Bug 1579649

Summary: [3.5][OpenStack+cloudprovider disabled] cannot wake up the resources after idling service
Product: OpenShift Container Platform Reporter: Hongan Li <hongli>
Component: NetworkingAssignee: Ben Bennett <bbennett>
Networking sub component: router QA Contact: zhaozhanqi <zzhao>
Status: CLOSED CURRENTRELEASE Docs Contact:
Severity: medium    
Priority: medium CC: aos-bugs, bbennett, bmeng, zzhao
Version: 3.5.1Keywords: Reopened
Target Milestone: ---   
Target Release: 3.5.z   
Hardware: Unspecified   
OS: Unspecified   
Whiteboard:
Fixed In Version: Doc Type: If docs needed, set a value
Doc Text:
Story Points: ---
Clone Of: 1567043 Environment:
Last Closed: 2018-05-22 19:37:24 UTC Type: Bug
Regression: --- Mount Type: ---
Documentation: --- CRM:
Verified Versions: Category: ---
oVirt Team: --- RHEL 7.3 requirements from Atomic Host:
Cloudforms Team: --- Target Upstream Version:
Embargoed:
Bug Depends On: 1567043, 1579652    
Bug Blocks:    

Description Hongan Li 2018-05-18 05:26:00 UTC
+++ This bug was initially created as a clone of Bug #1567043 +++

Description of problem:
cannot wake up the resources after idling service

Version-Release number of selected component (if applicable):
openshift v3.4.1.44.52
kubernetes v1.4.0+776c994

How reproducible:
always

Steps to Reproduce:
1. create rc (pod,svc)
# oc create -f  https://raw.githubusercontent.com/openshift-qe/v3-testfiles/master/routing/list_for_caddy.json

2. idling the service
# oc idle service-unsecure -n lha
Marked service lha/service-unsecure to unidle resource ReplicationController lha/caddy-rc (unidle to 2 replicas)
Idled ReplicationController lha/caddy-rc (dry run)

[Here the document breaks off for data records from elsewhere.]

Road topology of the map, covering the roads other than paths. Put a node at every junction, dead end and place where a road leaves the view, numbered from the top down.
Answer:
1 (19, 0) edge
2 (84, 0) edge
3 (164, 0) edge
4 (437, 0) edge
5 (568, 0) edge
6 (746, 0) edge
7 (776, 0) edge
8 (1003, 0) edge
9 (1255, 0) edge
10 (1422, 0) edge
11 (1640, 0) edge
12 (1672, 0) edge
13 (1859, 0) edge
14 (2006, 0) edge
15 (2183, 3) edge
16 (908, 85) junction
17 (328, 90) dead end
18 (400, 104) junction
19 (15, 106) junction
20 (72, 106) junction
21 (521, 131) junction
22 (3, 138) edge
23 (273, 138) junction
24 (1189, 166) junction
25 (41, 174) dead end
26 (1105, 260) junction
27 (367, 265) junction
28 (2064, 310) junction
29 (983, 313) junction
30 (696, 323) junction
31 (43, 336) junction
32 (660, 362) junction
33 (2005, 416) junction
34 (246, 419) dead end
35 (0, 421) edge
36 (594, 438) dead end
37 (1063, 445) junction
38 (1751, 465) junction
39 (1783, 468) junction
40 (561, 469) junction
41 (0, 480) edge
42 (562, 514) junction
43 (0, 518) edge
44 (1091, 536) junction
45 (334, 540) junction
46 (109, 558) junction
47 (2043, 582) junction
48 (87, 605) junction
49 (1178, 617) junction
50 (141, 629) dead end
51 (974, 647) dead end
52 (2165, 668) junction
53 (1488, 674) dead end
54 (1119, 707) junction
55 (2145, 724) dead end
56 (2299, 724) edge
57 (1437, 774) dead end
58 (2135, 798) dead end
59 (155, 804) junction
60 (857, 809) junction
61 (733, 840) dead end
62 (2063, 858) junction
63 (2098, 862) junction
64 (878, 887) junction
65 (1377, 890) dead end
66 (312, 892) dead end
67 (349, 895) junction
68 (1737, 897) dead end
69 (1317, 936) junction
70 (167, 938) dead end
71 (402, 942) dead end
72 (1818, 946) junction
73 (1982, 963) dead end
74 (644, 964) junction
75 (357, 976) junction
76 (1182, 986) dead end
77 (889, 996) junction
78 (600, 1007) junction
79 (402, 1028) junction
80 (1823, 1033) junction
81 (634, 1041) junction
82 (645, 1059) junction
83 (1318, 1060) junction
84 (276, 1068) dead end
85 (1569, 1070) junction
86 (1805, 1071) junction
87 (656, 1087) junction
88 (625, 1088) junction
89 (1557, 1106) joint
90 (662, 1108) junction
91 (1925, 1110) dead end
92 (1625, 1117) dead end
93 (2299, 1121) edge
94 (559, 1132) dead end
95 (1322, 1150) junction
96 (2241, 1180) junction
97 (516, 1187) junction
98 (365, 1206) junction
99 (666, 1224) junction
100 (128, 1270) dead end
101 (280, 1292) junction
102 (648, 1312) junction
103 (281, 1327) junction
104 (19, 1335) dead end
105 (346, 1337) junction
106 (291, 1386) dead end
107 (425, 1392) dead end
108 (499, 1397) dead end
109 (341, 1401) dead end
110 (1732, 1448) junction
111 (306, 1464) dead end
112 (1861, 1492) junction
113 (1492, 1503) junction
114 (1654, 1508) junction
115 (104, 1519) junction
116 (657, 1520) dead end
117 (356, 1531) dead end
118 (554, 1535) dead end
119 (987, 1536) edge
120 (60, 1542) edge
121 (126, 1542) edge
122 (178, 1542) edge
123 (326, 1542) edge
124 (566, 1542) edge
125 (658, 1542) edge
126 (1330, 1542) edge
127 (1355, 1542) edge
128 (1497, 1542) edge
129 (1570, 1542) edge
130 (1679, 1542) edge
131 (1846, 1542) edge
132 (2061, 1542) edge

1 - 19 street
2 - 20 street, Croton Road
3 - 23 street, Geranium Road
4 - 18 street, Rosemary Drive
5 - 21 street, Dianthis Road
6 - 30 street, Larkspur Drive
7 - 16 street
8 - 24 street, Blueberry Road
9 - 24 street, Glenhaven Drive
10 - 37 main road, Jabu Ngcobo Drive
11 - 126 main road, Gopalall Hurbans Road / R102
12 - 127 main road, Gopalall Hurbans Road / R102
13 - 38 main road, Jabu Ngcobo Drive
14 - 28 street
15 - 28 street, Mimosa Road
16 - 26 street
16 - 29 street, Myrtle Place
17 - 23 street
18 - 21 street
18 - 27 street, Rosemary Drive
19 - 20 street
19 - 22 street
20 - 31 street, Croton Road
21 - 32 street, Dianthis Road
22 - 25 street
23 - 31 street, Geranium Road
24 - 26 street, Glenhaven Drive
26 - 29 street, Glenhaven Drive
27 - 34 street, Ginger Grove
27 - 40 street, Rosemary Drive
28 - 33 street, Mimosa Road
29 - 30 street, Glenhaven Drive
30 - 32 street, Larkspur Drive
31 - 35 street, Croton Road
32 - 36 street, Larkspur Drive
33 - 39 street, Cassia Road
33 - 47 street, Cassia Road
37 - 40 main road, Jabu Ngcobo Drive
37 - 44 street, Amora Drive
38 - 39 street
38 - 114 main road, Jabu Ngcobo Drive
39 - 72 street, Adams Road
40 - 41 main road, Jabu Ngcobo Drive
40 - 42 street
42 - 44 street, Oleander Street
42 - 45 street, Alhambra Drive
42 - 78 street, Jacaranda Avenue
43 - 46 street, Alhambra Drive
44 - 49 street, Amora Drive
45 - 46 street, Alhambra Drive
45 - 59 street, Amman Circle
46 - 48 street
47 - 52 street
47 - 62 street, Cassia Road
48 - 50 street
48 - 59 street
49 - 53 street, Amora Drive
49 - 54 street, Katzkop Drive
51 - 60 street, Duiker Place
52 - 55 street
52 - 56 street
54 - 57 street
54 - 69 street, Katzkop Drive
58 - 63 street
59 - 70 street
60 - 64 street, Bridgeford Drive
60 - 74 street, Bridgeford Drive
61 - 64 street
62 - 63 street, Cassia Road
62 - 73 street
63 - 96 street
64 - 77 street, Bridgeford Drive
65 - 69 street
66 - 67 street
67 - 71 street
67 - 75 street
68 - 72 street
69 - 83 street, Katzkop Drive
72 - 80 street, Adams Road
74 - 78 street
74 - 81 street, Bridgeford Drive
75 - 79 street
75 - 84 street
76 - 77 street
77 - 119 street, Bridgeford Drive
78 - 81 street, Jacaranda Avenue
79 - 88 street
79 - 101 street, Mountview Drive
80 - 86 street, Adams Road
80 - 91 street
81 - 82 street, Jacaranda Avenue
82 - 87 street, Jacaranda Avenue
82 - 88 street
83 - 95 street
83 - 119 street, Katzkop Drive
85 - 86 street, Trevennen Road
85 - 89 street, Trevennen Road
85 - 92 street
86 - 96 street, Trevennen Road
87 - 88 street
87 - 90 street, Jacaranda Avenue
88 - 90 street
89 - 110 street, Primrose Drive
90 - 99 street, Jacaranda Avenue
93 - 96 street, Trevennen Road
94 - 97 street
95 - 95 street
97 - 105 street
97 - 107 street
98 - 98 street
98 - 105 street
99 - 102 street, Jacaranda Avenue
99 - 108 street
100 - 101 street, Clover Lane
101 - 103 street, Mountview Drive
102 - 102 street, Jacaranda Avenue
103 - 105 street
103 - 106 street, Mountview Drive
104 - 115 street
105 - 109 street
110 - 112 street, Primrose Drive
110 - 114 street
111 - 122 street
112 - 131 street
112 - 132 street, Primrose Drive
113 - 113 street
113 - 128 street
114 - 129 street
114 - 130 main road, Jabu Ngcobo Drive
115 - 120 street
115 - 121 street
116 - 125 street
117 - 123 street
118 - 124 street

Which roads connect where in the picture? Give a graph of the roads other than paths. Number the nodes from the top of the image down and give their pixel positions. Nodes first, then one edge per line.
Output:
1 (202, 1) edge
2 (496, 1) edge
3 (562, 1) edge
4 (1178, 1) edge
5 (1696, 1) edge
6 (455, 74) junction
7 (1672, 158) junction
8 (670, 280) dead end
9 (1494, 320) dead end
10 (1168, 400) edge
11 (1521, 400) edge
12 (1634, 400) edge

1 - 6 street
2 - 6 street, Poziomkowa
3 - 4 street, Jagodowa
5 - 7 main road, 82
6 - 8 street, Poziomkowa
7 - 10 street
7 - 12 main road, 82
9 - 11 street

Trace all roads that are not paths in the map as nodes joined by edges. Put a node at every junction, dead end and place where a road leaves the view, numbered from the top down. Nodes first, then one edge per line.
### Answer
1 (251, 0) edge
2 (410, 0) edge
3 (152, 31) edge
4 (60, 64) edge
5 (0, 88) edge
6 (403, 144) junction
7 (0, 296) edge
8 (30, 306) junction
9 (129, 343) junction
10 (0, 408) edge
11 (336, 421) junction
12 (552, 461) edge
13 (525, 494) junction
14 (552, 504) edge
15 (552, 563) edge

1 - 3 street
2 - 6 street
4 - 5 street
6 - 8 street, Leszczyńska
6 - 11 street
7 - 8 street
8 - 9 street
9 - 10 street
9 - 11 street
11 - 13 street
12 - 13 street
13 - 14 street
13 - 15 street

note: tried both options "--dry-run=false" and "--dry-run=true" but above output always show "(dry run)".

3. Generate some traffic to un-idle the service 
# curl 172.30.202.54:27017
curl: (7) Failed connect to 172.30.202.54:27017; No route to host


Actual results:
cannot wake up the resource, and the iptables is not correct after idling (no random port opened for the idled service)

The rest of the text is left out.